Waterfall enrich HubSpot contacts across Apollo, Clearbit, and PDL using code

high complexityCost: $0Recommended

Prerequisites

Prerequisites
  • Node.js 18+ or Python 3.9+
  • HubSpot private app token with crm.objects.contacts.read and crm.objects.contacts.write scopes
  • Apollo API key (Settings → Integrations → API)
  • Clearbit API key (API → API Keys in dashboard)
  • People Data Labs API key (from PDL dashboard)
  • A scheduling environment: cron or GitHub Actions

Why code?

The waterfall pattern maps perfectly to a loop over a providers array. Adding, removing, or reordering providers is one line. The merge logic is a simple conditional check per field.

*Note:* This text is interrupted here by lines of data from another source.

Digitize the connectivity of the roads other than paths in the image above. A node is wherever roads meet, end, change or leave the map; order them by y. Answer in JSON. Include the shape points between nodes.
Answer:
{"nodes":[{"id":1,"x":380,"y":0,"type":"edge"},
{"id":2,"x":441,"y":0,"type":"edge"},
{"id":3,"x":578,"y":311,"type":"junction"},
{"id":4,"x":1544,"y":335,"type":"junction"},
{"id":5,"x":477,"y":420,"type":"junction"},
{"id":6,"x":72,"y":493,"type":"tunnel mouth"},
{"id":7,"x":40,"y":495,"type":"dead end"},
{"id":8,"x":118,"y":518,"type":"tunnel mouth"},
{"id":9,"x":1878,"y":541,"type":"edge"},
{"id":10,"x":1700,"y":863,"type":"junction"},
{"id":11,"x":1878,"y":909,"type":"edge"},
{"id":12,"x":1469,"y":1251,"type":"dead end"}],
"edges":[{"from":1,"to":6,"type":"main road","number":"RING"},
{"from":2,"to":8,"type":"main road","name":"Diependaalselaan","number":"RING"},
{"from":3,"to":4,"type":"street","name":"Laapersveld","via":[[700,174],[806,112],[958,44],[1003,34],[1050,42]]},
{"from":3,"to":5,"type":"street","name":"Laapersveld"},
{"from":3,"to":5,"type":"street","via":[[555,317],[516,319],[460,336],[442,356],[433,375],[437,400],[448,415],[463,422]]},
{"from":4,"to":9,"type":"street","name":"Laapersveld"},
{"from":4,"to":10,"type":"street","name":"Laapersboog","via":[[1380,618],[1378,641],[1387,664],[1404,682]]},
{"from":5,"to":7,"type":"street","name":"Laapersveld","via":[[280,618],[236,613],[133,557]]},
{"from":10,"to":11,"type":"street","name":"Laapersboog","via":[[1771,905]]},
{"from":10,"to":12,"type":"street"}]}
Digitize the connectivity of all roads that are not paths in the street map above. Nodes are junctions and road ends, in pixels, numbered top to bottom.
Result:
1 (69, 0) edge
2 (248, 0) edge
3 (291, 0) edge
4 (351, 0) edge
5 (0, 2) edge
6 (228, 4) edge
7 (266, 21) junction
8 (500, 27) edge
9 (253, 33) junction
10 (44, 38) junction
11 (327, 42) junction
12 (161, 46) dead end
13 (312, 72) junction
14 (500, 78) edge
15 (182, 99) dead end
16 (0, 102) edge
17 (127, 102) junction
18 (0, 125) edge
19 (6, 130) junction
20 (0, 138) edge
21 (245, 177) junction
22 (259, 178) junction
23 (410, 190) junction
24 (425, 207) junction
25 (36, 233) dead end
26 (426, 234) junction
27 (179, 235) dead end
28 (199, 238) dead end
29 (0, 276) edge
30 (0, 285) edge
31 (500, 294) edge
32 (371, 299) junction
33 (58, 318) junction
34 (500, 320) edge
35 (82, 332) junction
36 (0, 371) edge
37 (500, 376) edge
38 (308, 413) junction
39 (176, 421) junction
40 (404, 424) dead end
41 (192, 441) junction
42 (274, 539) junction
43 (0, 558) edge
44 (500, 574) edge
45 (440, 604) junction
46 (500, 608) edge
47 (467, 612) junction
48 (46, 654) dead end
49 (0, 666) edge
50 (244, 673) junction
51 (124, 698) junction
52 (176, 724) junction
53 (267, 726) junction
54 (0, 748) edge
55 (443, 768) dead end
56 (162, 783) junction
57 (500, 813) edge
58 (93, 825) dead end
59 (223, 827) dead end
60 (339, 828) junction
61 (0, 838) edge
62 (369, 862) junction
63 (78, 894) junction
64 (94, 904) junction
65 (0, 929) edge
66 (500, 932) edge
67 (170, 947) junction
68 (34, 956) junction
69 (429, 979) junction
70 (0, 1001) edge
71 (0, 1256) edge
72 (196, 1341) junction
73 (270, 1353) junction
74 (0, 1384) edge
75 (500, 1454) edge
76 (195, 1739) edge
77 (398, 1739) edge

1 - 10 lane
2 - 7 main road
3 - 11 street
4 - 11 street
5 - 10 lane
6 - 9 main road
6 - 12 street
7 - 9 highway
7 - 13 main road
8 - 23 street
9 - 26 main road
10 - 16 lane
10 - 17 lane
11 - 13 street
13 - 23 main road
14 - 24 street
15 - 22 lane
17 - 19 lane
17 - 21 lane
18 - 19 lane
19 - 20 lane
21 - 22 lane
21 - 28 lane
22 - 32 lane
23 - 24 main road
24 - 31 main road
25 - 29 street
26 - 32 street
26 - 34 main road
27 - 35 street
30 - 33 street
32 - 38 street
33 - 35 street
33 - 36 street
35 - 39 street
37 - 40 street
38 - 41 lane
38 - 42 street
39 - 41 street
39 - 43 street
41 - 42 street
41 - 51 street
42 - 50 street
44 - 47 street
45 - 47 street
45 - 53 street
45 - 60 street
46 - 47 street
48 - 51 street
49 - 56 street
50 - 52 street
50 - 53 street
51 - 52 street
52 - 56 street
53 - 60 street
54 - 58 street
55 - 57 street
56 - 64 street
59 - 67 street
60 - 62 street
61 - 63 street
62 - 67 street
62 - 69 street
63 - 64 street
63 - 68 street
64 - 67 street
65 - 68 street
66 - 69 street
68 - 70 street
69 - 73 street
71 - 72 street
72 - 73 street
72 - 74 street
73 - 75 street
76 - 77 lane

No platform credits, no visual clutter from 10+ nodes, and full control over error handling for each provider's unique failure modes (Clearbit 404s, PDL 402s, Apollo rate limits).

The trade-off is maintenance. You own retry logic, rate limiting, and monitoring for three different APIs. There's no visual execution history showing which provider was called for each contact. If non-technical team members need to modify the provider order, use n8n instead.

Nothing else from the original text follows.